- **Work to be completed**
Keep every word of the listing and drop the images when you write it out.

•••

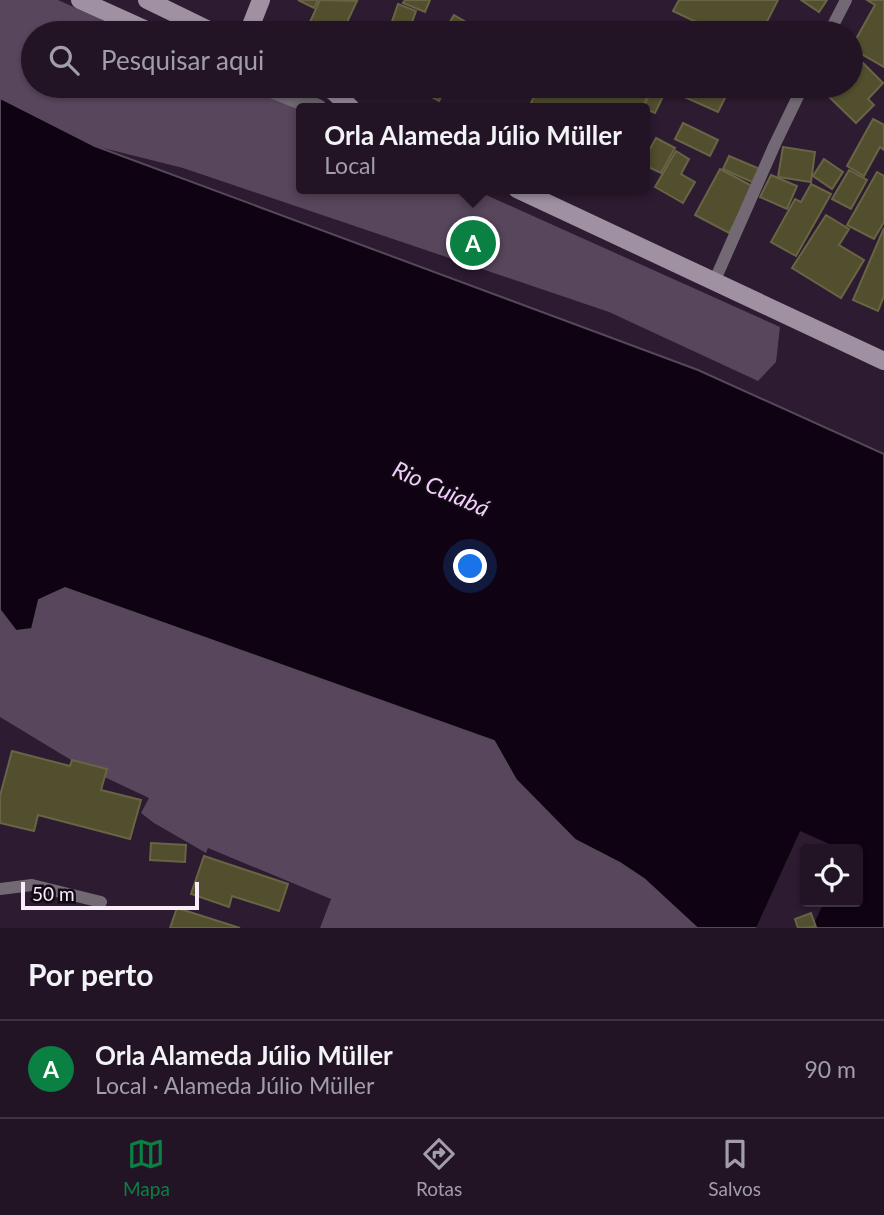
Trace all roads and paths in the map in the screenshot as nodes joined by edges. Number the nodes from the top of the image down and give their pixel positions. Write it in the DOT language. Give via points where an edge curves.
graph roads {
  1 [pos="80,0"];
  2 [pos="147,0"];
  3 [pos="261,0"];
  4 [pos="846,0"];
  5 [pos="174,5"];
  6 [pos="126,21"];
  7 [pos="197,21"];
  8 [pos="253,21"];
  9 [pos="835,21"];
  10 [pos="797,98"];
  11 [pos="528,194"];
  12 [pos="714,282"];
  13 [pos="884,361"];
  14 [pos="0,889"];
  15 [pos="100,901"];
  1 -- 6 [label="main road"];
  2 -- 5 [label="main road"];
  3 -- 8 [label="main road"];
  4 -- 9 [label="lane"];
  5 -- 7 [label="main road"];
  10 -- 12 [label="lane"];
  11 -- 12 [label="main road"];
  12 -- 13 [label="main road"];
  14 -- 15 [label="lane" via="32,885"];
}
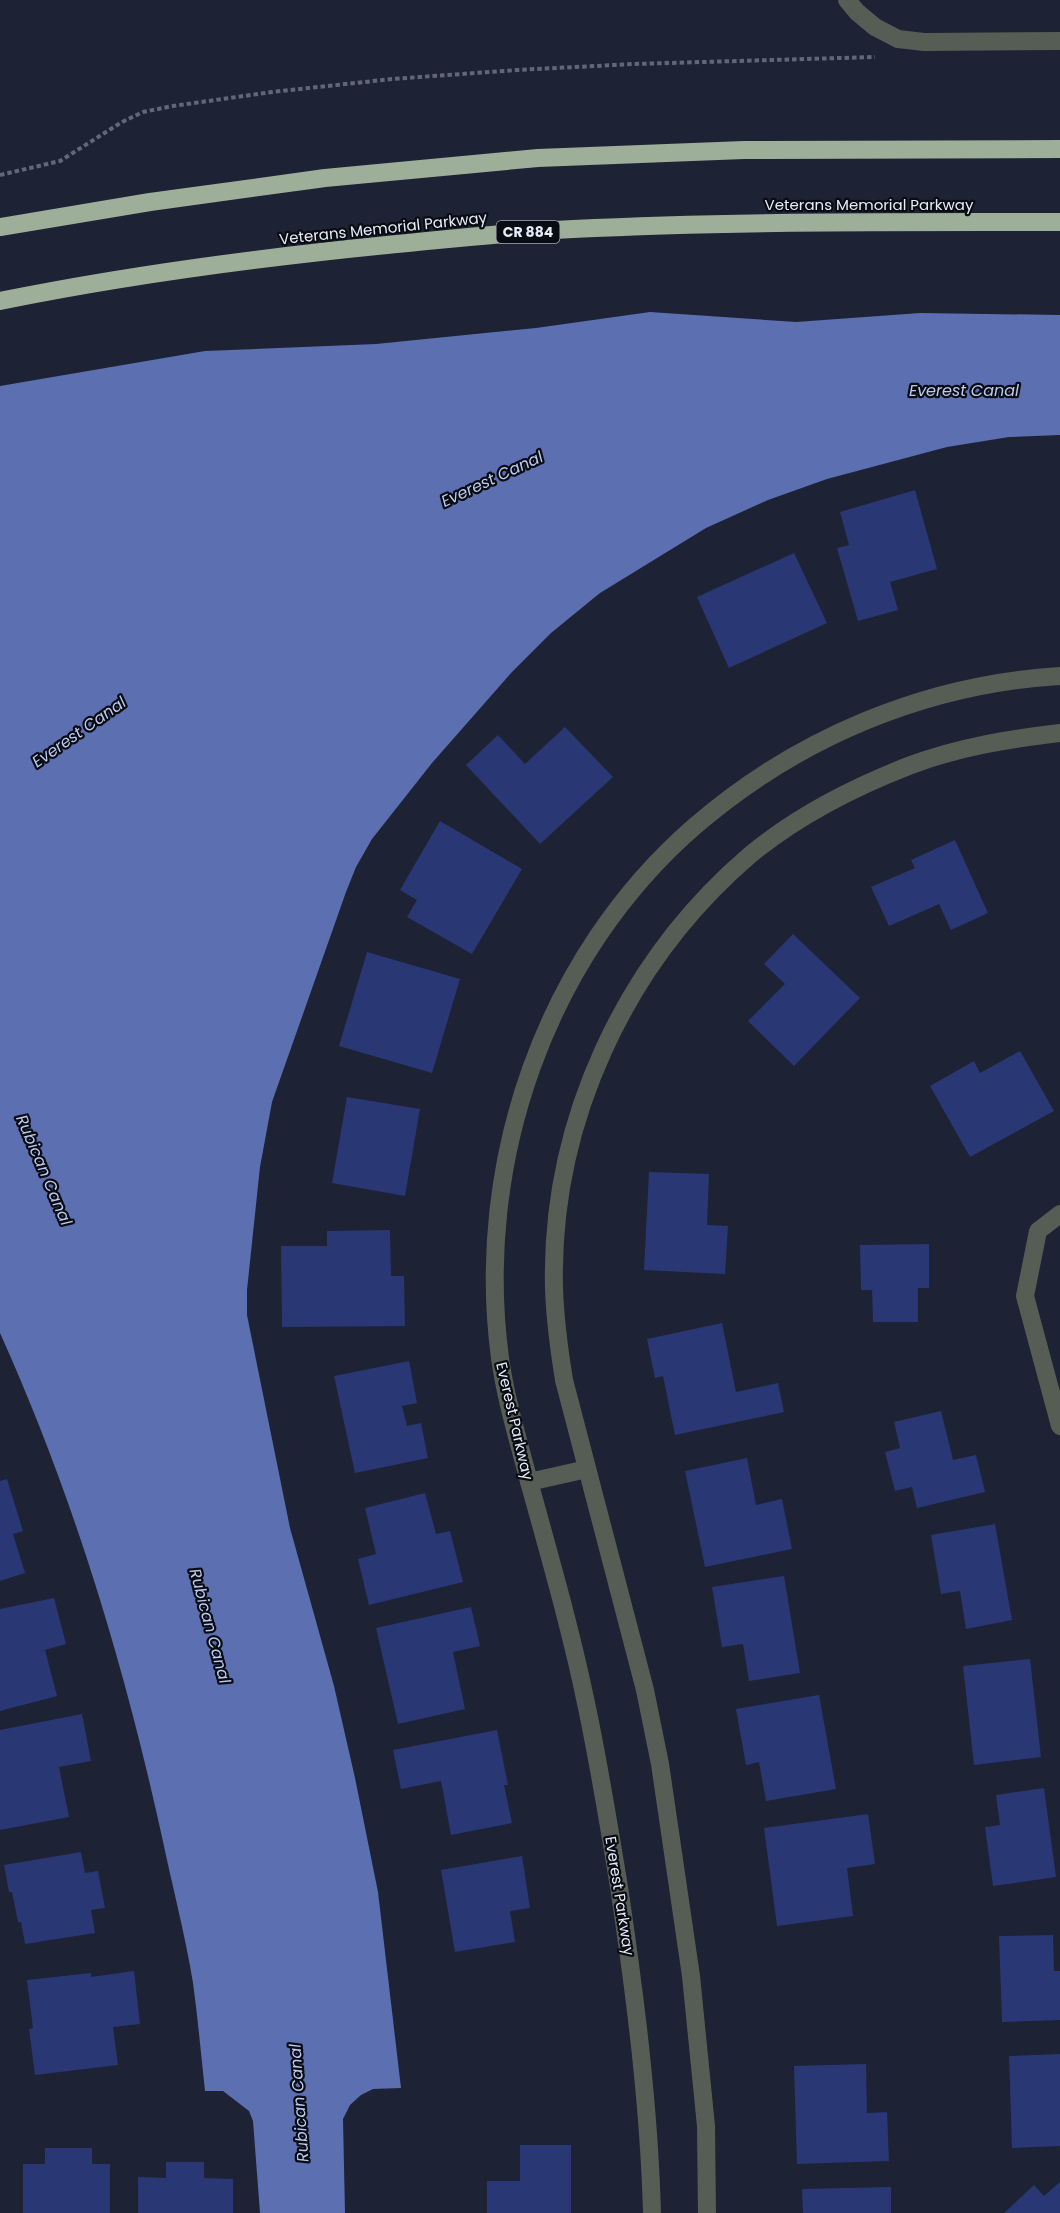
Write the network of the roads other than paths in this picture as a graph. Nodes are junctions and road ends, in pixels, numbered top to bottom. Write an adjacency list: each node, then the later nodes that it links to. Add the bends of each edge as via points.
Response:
1 (852, 6): 2 (street, via 875,27 898,39)
2 (1060, 41)
3 (1060, 149): 5 (highway, via 744,150 538,158 325,178)
4 (1060, 222): 6 (highway, Veterans Memorial Parkway / CR 884, via 780,222 493,234 237,262)
5 (0, 227)
6 (0, 301)
7 (1060, 676): 12 (street, Everest Parkway, via 980,686 932,697 838,732 794,755 754,780 680,839 647,873 589,947 557,1008 527,1080 502,1175 496,1221 494,1280 501,1361)
8 (1060, 733): 11 (street, via 961,749 913,764 821,807 785,829 720,882 685,921 642,980 618,1020 589,1083 568,1149 560,1194 554,1287 557,1334 564,1380)
9 (1060, 1214): 10 (street, via 1038,1231 1025,1296)
10 (1060, 1426)
11 (587, 1469): 12 (street); 14 (street, via 645,1690 660,1764 691,1976 706,2126)
12 (530, 1482): 13 (street, Everest Parkway, via 586,1702 605,1800 631,1968 650,2147)
13 (652, 2213)
14 (707, 2213)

•••

- **Problem solution**
Trace all roads and paths in the map in the screenshot as nodes joined by edges. Number the nodes from the top of the image down and give their pixel positions. Write it in the DOT language. Give via points where an edge curves.
graph roads {
  1 [pos="80,0"];
  2 [pos="147,0"];
  3 [pos="261,0"];
  4 [pos="846,0"];
  5 [pos="174,5"];
  6 [pos="126,21"];
  7 [pos="197,21"];
  8 [pos="253,21"];
  9 [pos="835,21"];
  10 [pos="797,98"];
  11 [pos="528,194"];
  12 [pos="714,282"];
  13 [pos="884,361"];
  14 [pos="0,889"];
  15 [pos="100,901"];
  1 -- 6 [label="main road"];
  2 -- 5 [label="main road"];
  3 -- 8 [label="main road"];
  4 -- 9 [label="lane"];
  5 -- 7 [label="main road"];
  10 -- 12 [label="lane"];
  11 -- 12 [label="main road"];
  12 -- 13 [label="main road"];
  14 -- 15 [label="lane" via="32,885"];
}
Write the network of the roads other than paths in this picture as a graph. Nodes are junctions and road ends, in pixels, numbered top to bottom. Write an adjacency list: each node, then the later nodes that it links to. Add the bends of each edge as via points.
Response:
1 (852, 6): 2 (street, via 875,27 898,39)
2 (1060, 41)
3 (1060, 149): 5 (highway, via 744,150 538,158 325,178)
4 (1060, 222): 6 (highway, Veterans Memorial Parkway / CR 884, via 780,222 493,234 237,262)
5 (0, 227)
6 (0, 301)
7 (1060, 676): 12 (street, Everest Parkway, via 980,686 932,697 838,732 794,755 754,780 680,839 647,873 589,947 557,1008 527,1080 502,1175 496,1221 494,1280 501,1361)
8 (1060, 733): 11 (street, via 961,749 913,764 821,807 785,829 720,882 685,921 642,980 618,1020 589,1083 568,1149 560,1194 554,1287 557,1334 564,1380)
9 (1060, 1214): 10 (street, via 1038,1231 1025,1296)
10 (1060, 1426)
11 (587, 1469): 12 (street); 14 (street, via 645,1690 660,1764 691,1976 706,2126)
12 (530, 1482): 13 (street, Everest Parkway, via 586,1702 605,1800 631,1968 650,2147)
13 (652, 2213)
14 (707, 2213)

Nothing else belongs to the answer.